The US share market declined on Tuesday, partly reflecting a negative reaction to a Conference Board report showing a substantial deterioration in U.S. consumer confidence in the month of June. Additional selling pressure was generated in reaction to comments from the U.S. Federal Reserve Chairman Jerome Powell that the U.S. central bank is assessing whether current economic uncertainties call for lower rates, but noted the Fed will take a wait-and-see approach given how rapid recent economic changes have been. On the Wall Street, Dow Jones Industrial Average ended about 179 points lower at 26,548.22. The S&P 500 also closed approximately 0.95% lower at 2,917.38, while the Nasdaq Composite fell 1.51% to close at around 7,884.72.
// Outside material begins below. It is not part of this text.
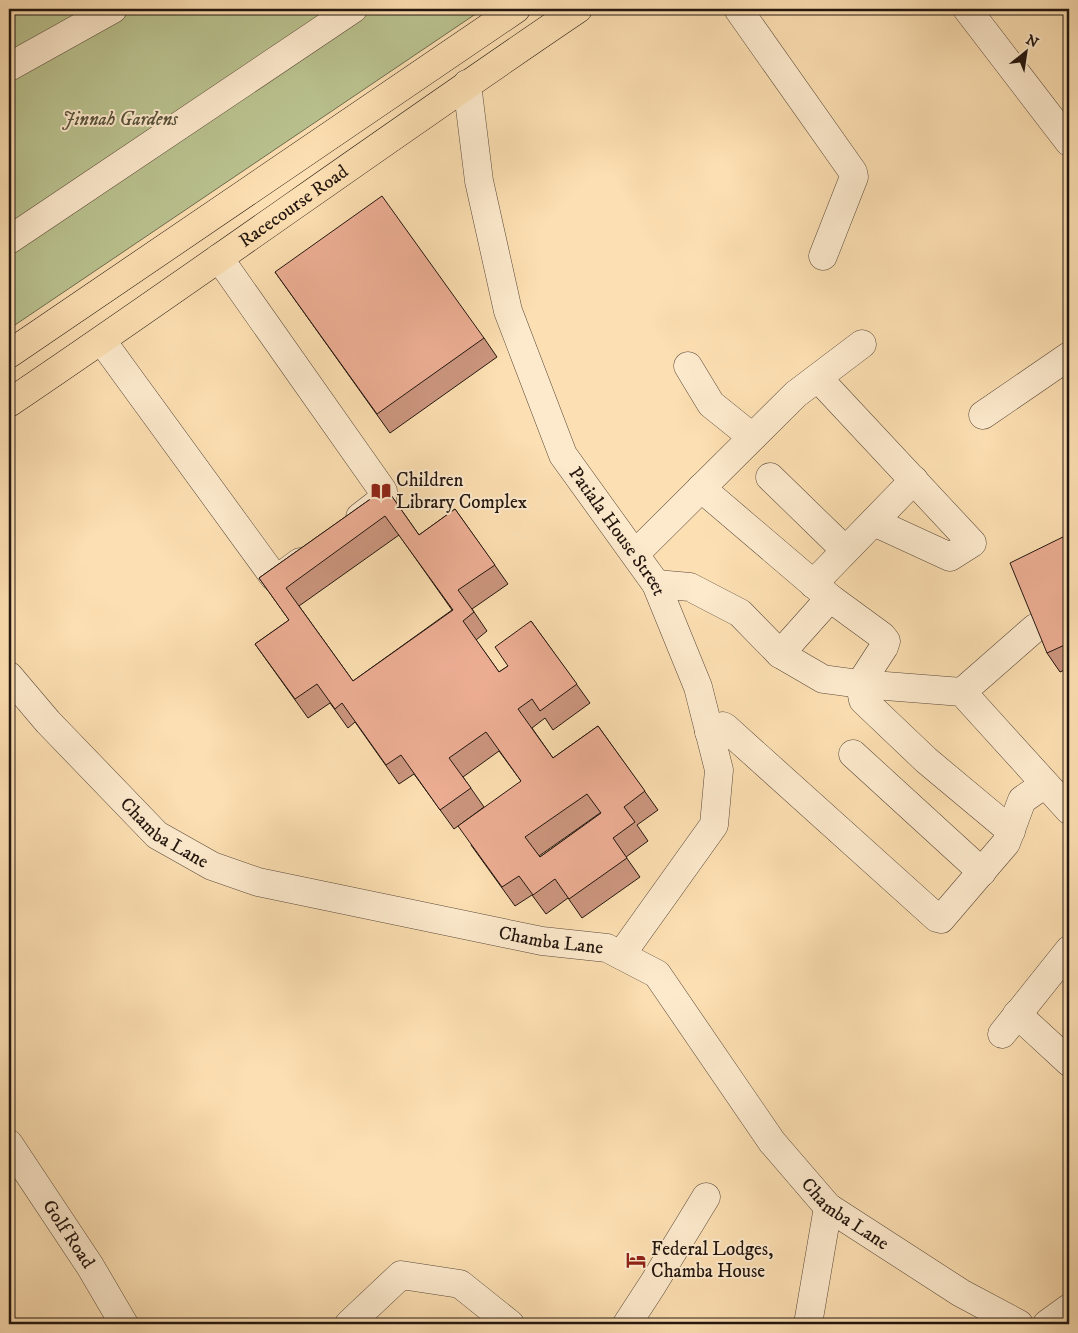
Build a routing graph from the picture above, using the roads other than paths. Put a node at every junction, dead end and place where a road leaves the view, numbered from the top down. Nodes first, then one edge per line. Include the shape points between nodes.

Meanwhile, investors looked toward developments on the U.S.-China trade front, with Presidents Donald Trump and Xi Jinping set to meet at the G-20 summit later this week. The two leaders are expected to discuss the protracted trade fight between their two countries.

China and the U.S. have already slapped tariffs on billions of dollars worth of each other's goods over the past year. In May, the two economic powerhouses hiked tariffs targeting some goods. The Trump administration has said previously that Trump is ready to raise tariffs on all Chinese imports into the U.S. if the two countries fail to arrive at a deal.

Market expectations for a meaningful breakthrough being achieved in U.S.-China trade talks are quite low, so any signs of an improvement could bode well for risk sentiment.

Financials were major drag n the benchmark index, with the big four banks -- ANZ Banking, Westpac, Commonwealth Bank and National Australia Bank - were lower in a range of 0.1% to 0.3%.

Energy stocks were higher after crude oil prices jumped in the Asian trading hours, as the international benchmark Brent crude futures contract surged 1.4% to $65.97 per barrel, while U.S. crude futures soared 2.01% to $58.99 per barrel. The moves come as U.S.-Iran relations remain tense following the announcement of fresh tariffs by Washington on Tehran after the latter downed an unmanned American drone last week. Among energy stocks, Woodside Petroleum, Oil Search, and Santos were lower in a range of 0.2% to 0.6%.

CURRENCY NEWS: The Australian dollar edged up against the U.S. dollar on Wednesday. The Australian dollar was quoted at $0.6964, compared to $0.6960 on Tuesday.